Sin orden judicial, sin incidentes previos que lo justificaran, sin motivo legal alguno que habilitara semejante despliegue, la ministra de Seguridad de la Nación, Patricia Bullrich, decidió montar lo que muchos interpretan como un show político destinado a la provocación.
A la vieja usanza del lawfare, el gobierno libertario demuestra que ya no necesita sentencias ni pruebas para justificar su persecución. Le basta con el ruido, con la imagen, con la sobreactuación de la fuerza pública.

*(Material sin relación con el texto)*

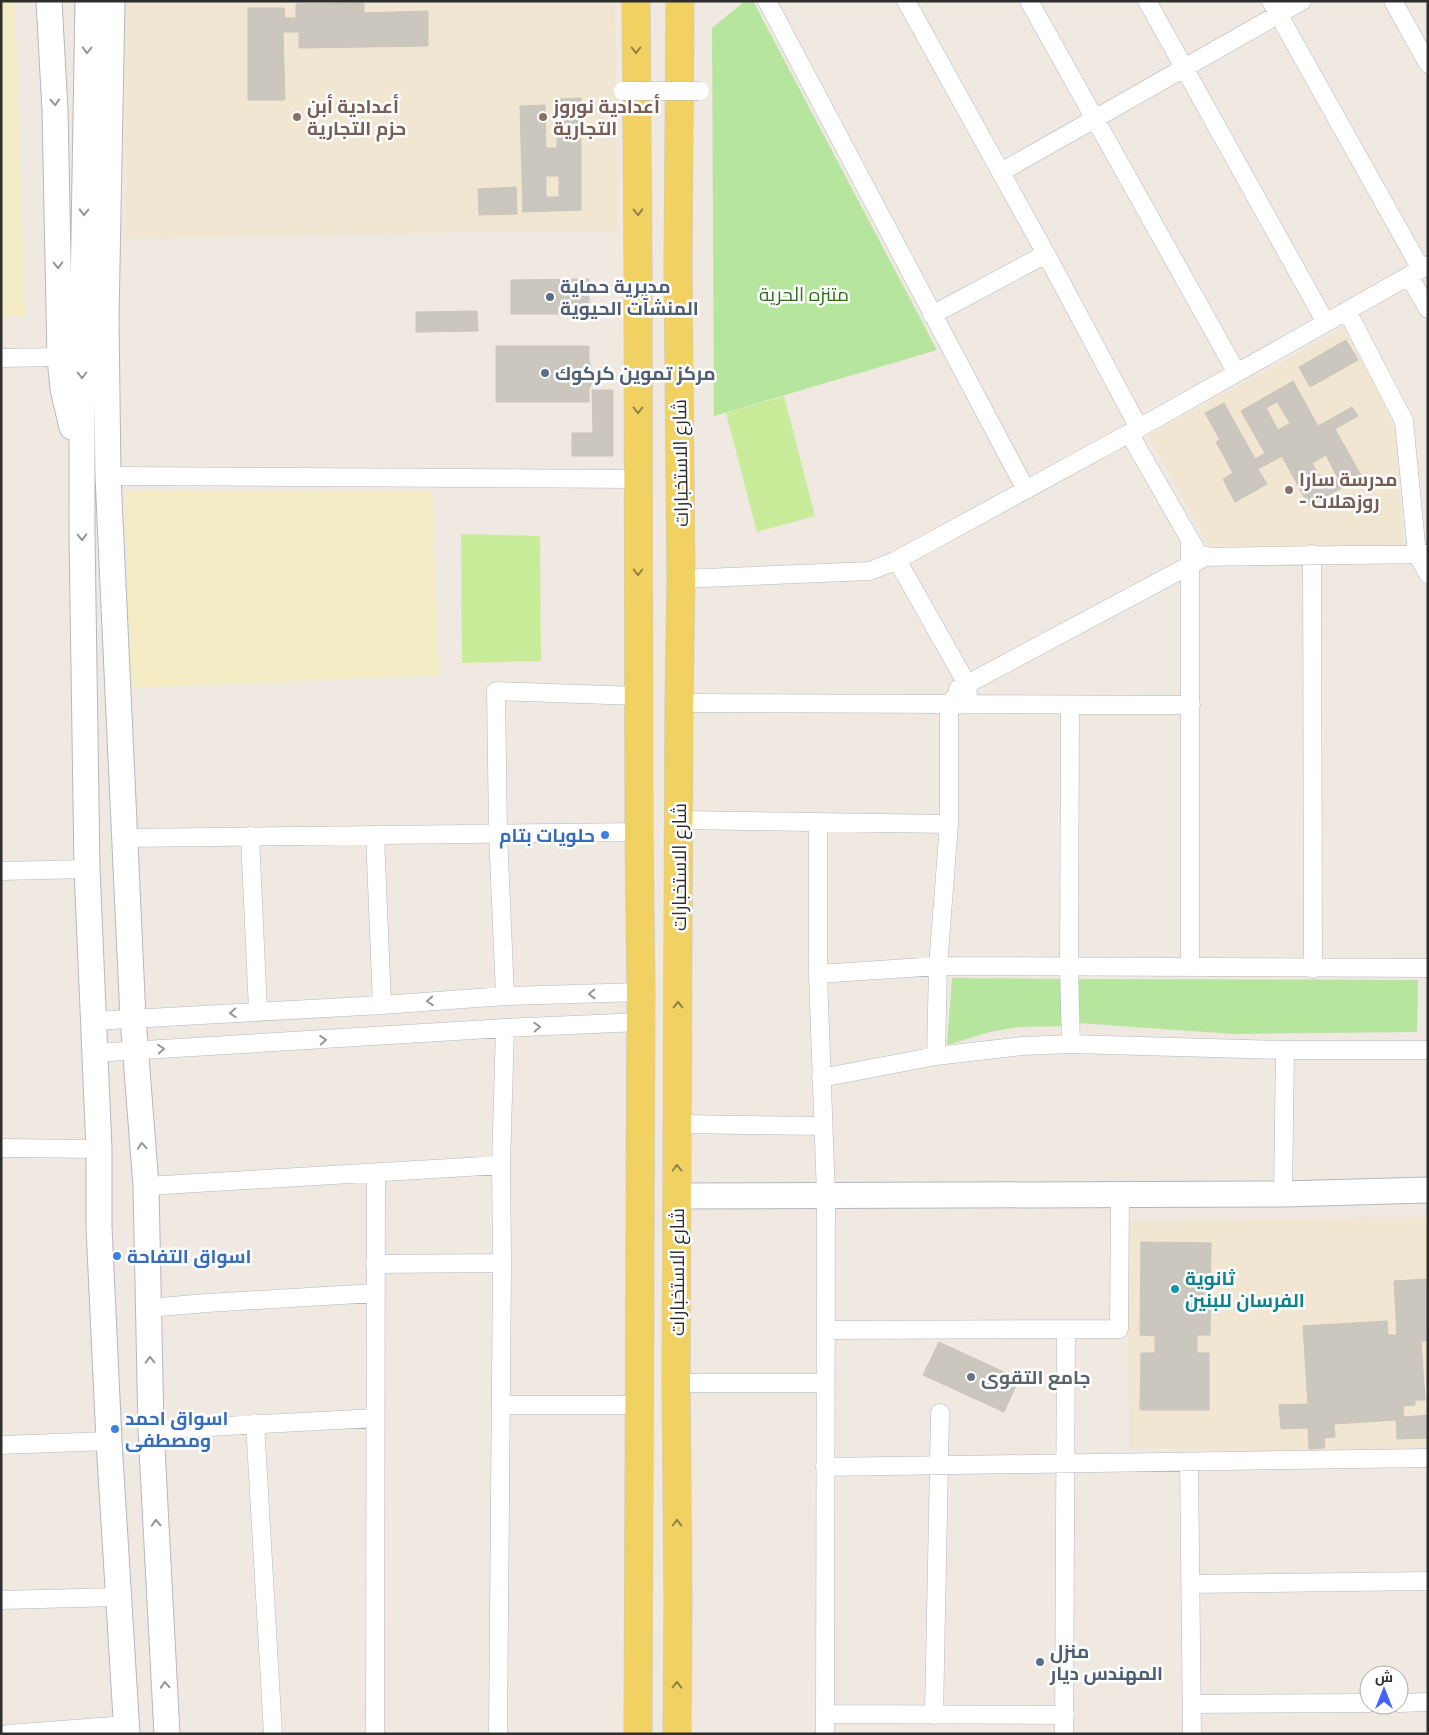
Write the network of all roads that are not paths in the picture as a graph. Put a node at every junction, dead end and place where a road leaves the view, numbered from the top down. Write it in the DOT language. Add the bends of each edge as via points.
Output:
graph roads {
  1 [pos="49,1"];
  2 [pos="88,1"];
  3 [pos="112,1"];
  4 [pos="636,1"];
  5 [pos="680,1"];
  6 [pos="767,1"];
  7 [pos="906,1"];
  8 [pos="1029,1"];
  9 [pos="1147,1"];
  10 [pos="1302,1"];
  11 [pos="1393,1"];
  12 [pos="1274,8"];
  13 [pos="1428,64"];
  14 [pos="1184,68"];
  15 [pos="622,91"];
  16 [pos="700,91"];
  17 [pos="1094,119"];
  18 [pos="1000,172"];
  19 [pos="1046,254"];
  20 [pos="638,267"];
  21 [pos="678,267"];
  22 [pos="1419,270"];
  23 [pos="1428,309"];
  24 [pos="1347,311"];
  25 [pos="932,315"];
  26 [pos="1326,323"];
  27 [pos="60,357"];
  28 [pos="1,358"];
  29 [pos="1236,373"];
  30 [pos="1134,431"];
  31 [pos="82,467"];
  32 [pos="108,476"];
  33 [pos="638,479"];
  34 [pos="1026,490"];
  35 [pos="1312,554"];
  36 [pos="1422,554"];
  37 [pos="1196,555"];
  38 [pos="896,560"];
  39 [pos="1428,574"];
  40 [pos="681,579"];
  41 [pos="967,684"];
  42 [pos="638,696"];
  43 [pos="679,703"];
  44 [pos="931,704"];
  45 [pos="949,704"];
  46 [pos="968,704"];
  47 [pos="1070,704"];
  48 [pos="1191,705"];
  49 [pos="680,820"];
  50 [pos="818,823"];
  51 [pos="948,824"];
  52 [pos="639,832"];
  53 [pos="498,834"];
  54 [pos="375,835"];
  55 [pos="250,836"];
  56 [pos="125,838"];
  57 [pos="87,869"];
  58 [pos="1,871"];
  59 [pos="938,966"];
  60 [pos="1069,967"];
  61 [pos="1190,967"];
  62 [pos="1428,968"];
  63 [pos="1313,969"];
  64 [pos="818,974"];
  65 [pos="641,992"];
  66 [pos="505,996"];
  67 [pos="382,1005"];
  68 [pos="258,1012"];
  69 [pos="133,1018"];
  70 [pos="94,1021"];
  71 [pos="640,1022"];
  72 [pos="505,1028"];
  73 [pos="1428,1043"];
  74 [pos="1071,1044"];
  75 [pos="1285,1050"];
  76 [pos="1428,1050"];
  77 [pos="135,1051"];
  78 [pos="94,1053"];
  79 [pos="936,1056"];
  80 [pos="821,1078"];
  81 [pos="678,1124"];
  82 [pos="823,1126"];
  83 [pos="1,1148"];
  84 [pos="99,1149"];
  85 [pos="501,1165"];
  86 [pos="376,1173"];
  87 [pos="146,1186"];
  88 [pos="1428,1190"];
  89 [pos="1283,1194"];
  90 [pos="1120,1195"];
  91 [pos="678,1196"];
  92 [pos="826,1196"];
  93 [pos="502,1263"];
  94 [pos="375,1264"];
  95 [pos="375,1293"];
  96 [pos="148,1308"];
  97 [pos="826,1330"];
  98 [pos="1066,1330"];
  99 [pos="676,1383"];
  100 [pos="825,1383"];
  101 [pos="501,1405"];
  102 [pos="638,1405"];
  103 [pos="940,1413"];
  104 [pos="375,1418"];
  105 [pos="255,1423"];
  106 [pos="151,1430"];
  107 [pos="109,1441"];
  108 [pos="1,1445"];
  109 [pos="1428,1458"];
  110 [pos="1189,1462"];
  111 [pos="1065,1463"];
  112 [pos="939,1465"];
  113 [pos="825,1467"];
  114 [pos="1428,1581"];
  115 [pos="1191,1584"];
  116 [pos="119,1597"];
  117 [pos="1,1600"];
  118 [pos="1428,1702"];
  119 [pos="1359,1703"];
  120 [pos="1409,1703"];
  121 [pos="1193,1704"];
  122 [pos="825,1714"];
  123 [pos="934,1714"];
  124 [pos="1064,1715"];
  125 [pos="126,1729"];
  126 [pos="8,1734"];
  127 [pos="167,1734"];
  128 [pos="273,1734"];
  129 [pos="375,1734"];
  130 [pos="498,1734"];
  131 [pos="638,1734"];
  132 [pos="677,1734"];
  133 [pos="825,1734"];
  134 [pos="1064,1734"];
  135 [pos="1192,1734"];
  1 -- 27 [label="street, one-way" via="55,110"];
  2 -- 31 [label="street, one-way"];
  3 -- 32 [label="street" via="106,319"];
  4 -- 20 [label="main road, شارع الاستخبارات, one-way"];
  5 -- 21 [label="main road, شارع الاستخبارات"];
  6 -- 25 [label="street"];
  7 -- 18 [label="street"];
  8 -- 17 [label="street"];
  9 -- 14 [label="street"];
  10 -- 12 [label="street"];
  11 -- 13 [label="street"];
  12 -- 14 [label="street"];
  12 -- 22 [label="street"];
  14 -- 17 [label="street"];
  14 -- 26 [label="street"];
  15 -- 16 [label="street, bridge"];
  17 -- 18 [label="street"];
  17 -- 29 [label="street"];
  18 -- 19 [label="street"];
  19 -- 25 [label="street"];
  19 -- 30 [label="street"];
  20 -- 21 [label="main road"];
  20 -- 33 [label="main road, شارع الاستخبارات, one-way"];
  21 -- 40 [label="main road, شارع الاستخبارات"];
  22 -- 23 [label="street"];
  22 -- 24 [label="street"];
  24 -- 26 [label="street"];
  24 -- 36 [label="street" via="1404,421"];
  25 -- 34 [label="street"];
  26 -- 29 [label="street"];
  27 -- 28 [label="street"];
  27 -- 31 [label="street" via="62,389"];
  29 -- 30 [label="street"];
  30 -- 34 [label="street"];
  30 -- 37 [label="street"];
  31 -- 57 [label="street, one-way"];
  32 -- 33 [label="street"];
  32 -- 56 [label="street"];
  33 -- 42 [label="main road, شارع الاستخبارات, one-way"];
  34 -- 38 [label="street"];
  35 -- 36 [label="street"];
  35 -- 37 [label="street"];
  35 -- 63 [label="street"];
  36 -- 39 [label="street"];
  37 -- 41 [label="street"];
  37 -- 48 [label="street"];
  38 -- 40 [label="street" via="870,571"];
  38 -- 41 [label="street"];
  40 -- 43 [label="main road, شارع الاستخبارات"];
  41 -- 44 [label="street"];
  41 -- 45 [label="street"];
  41 -- 46 [label="street"];
  42 -- 52 [label="main road, شارع الاستخبارات"];
  42 -- 53 [label="street" via="496,692"];
  43 -- 44 [label="street"];
  43 -- 49 [label="main road, شارع الاستخبارات"];
  44 -- 45 [label="street"];
  45 -- 46 [label="street"];
  45 -- 51 [label="street"];
  46 -- 47 [label="street"];
  47 -- 48 [label="street"];
  47 -- 60 [label="street"];
  48 -- 61 [label="street"];
  49 -- 50 [label="street"];
  81 -- 49 [label="main road, شارع الاستخبارات, one-way"];
  50 -- 51 [label="street"];
  50 -- 64 [label="street"];
  51 -- 59 [label="street"];
  52 -- 53 [label="street"];
  52 -- 65 [label="main road, شارع الاستخبارات"];
  53 -- 54 [label="street"];
  53 -- 66 [label="street"];
  54 -- 55 [label="street"];
  54 -- 67 [label="street"];
  55 -- 56 [label="street"];
  55 -- 68 [label="street"];
  56 -- 69 [label="street"];
  57 -- 58 [label="street"];
  57 -- 70 [label="street"];
  59 -- 60 [label="street"];
  59 -- 64 [label="street"];
  59 -- 79 [label="street"];
  60 -- 61 [label="street"];
  60 -- 74 [label="street"];
  61 -- 63 [label="street"];
  62 -- 63 [label="street"];
  64 -- 80 [label="street"];
  65 -- 66 [label="street, one-way"];
  65 -- 71 [label="main road, شارع الاستخبارات"];
  66 -- 67 [label="street, one-way"];
  67 -- 68 [label="street"];
  68 -- 69 [label="street, one-way"];
  69 -- 70 [label="street"];
  69 -- 77 [label="street"];
  70 -- 78 [label="street"];
  72 -- 71 [label="street, one-way"];
  71 -- 102 [label="main road, شارع الاستخبارات"];
  77 -- 72 [label="street, one-way"];
  72 -- 85 [label="street"];
  73 -- 76 [label="street"];
  74 -- 75 [label="street"];
  74 -- 79 [label="street"];
  75 -- 76 [label="street"];
  75 -- 89 [label="street"];
  77 -- 78 [label="street"];
  87 -- 77 [label="street, one-way"];
  78 -- 84 [label="street"];
  79 -- 80 [label="street"];
  80 -- 82 [label="street"];
  81 -- 82 [label="street"];
  91 -- 81 [label="main road, شارع الاستخبارات, one-way"];
  82 -- 92 [label="street"];
  83 -- 84 [label="street"];
  84 -- 107 [label="street" via="99,1227"];
  85 -- 86 [label="street"];
  85 -- 93 [label="street"];
  86 -- 87 [label="street"];
  86 -- 94 [label="street"];
  87 -- 96 [label="street"];
  88 -- 89 [label="street"];
  89 -- 90 [label="street"];
  90 -- 92 [label="street"];
  90 -- 98 [label="street" via="1119,1329"];
  91 -- 92 [label="street"];
  91 -- 99 [label="main road, شارع الاستخبارات"];
  92 -- 97 [label="street"];
  93 -- 94 [label="street"];
  93 -- 101 [label="street"];
  94 -- 95 [label="street"];
  95 -- 96 [label="street"];
  95 -- 104 [label="street"];
  106 -- 96 [label="street, one-way"];
  97 -- 98 [label="street"];
  97 -- 100 [label="street"];
  98 -- 111 [label="street"];
  99 -- 100 [label="street"];
  132 -- 99 [label="main road, شارع الاستخبارات, one-way"];
  100 -- 113 [label="street"];
  101 -- 102 [label="street"];
  101 -- 130 [label="street"];
  102 -- 131 [label="main road, شارع الاستخبارات"];
  103 -- 112 [label="street"];
  104 -- 105 [label="street"];
  104 -- 129 [label="street"];
  105 -- 106 [label="street"];
  105 -- 128 [label="street"];
  127 -- 106 [label="street, one-way"];
  107 -- 108 [label="street"];
  107 -- 116 [label="street"];
  109 -- 110 [label="street"];
  110 -- 111 [label="street"];
  110 -- 115 [label="street"];
  111 -- 112 [label="street"];
  111 -- 124 [label="street"];
  112 -- 113 [label="street"];
  112 -- 123 [label="street"];
  113 -- 122 [label="street"];
  114 -- 115 [label="street"];
  115 -- 121 [label="street"];
  116 -- 117 [label="street"];
  116 -- 125 [label="street"];
  118 -- 120 [label="street"];
  119 -- 121 [label="street"];
  121 -- 135 [label="street"];
  122 -- 123 [label="street"];
  122 -- 133 [label="street"];
  123 -- 124 [label="street"];
  124 -- 134 [label="street"];
  125 -- 126 [label="street"];
}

El operativo no fue solo un exceso. Fue, ante todo, un mensaje. A Cristina, a su militancia, al peronismo todo. Un mensaje de disciplinamiento que intenta marcar territorio en el único terreno donde el poder libertario no tiene control: la calle. Porque mientras Javier Milei gobierna por decreto, blindado entre trolls y algoritmos, Cristina sigue apelando al calor popular como herramienta política. Desde el histórico balcón de San Juan y Entre Ríos, la ex presidenta volvió a respirar la mística que construyó durante décadas. Y eso, para Bullrich y sus aliados, es inadmisible.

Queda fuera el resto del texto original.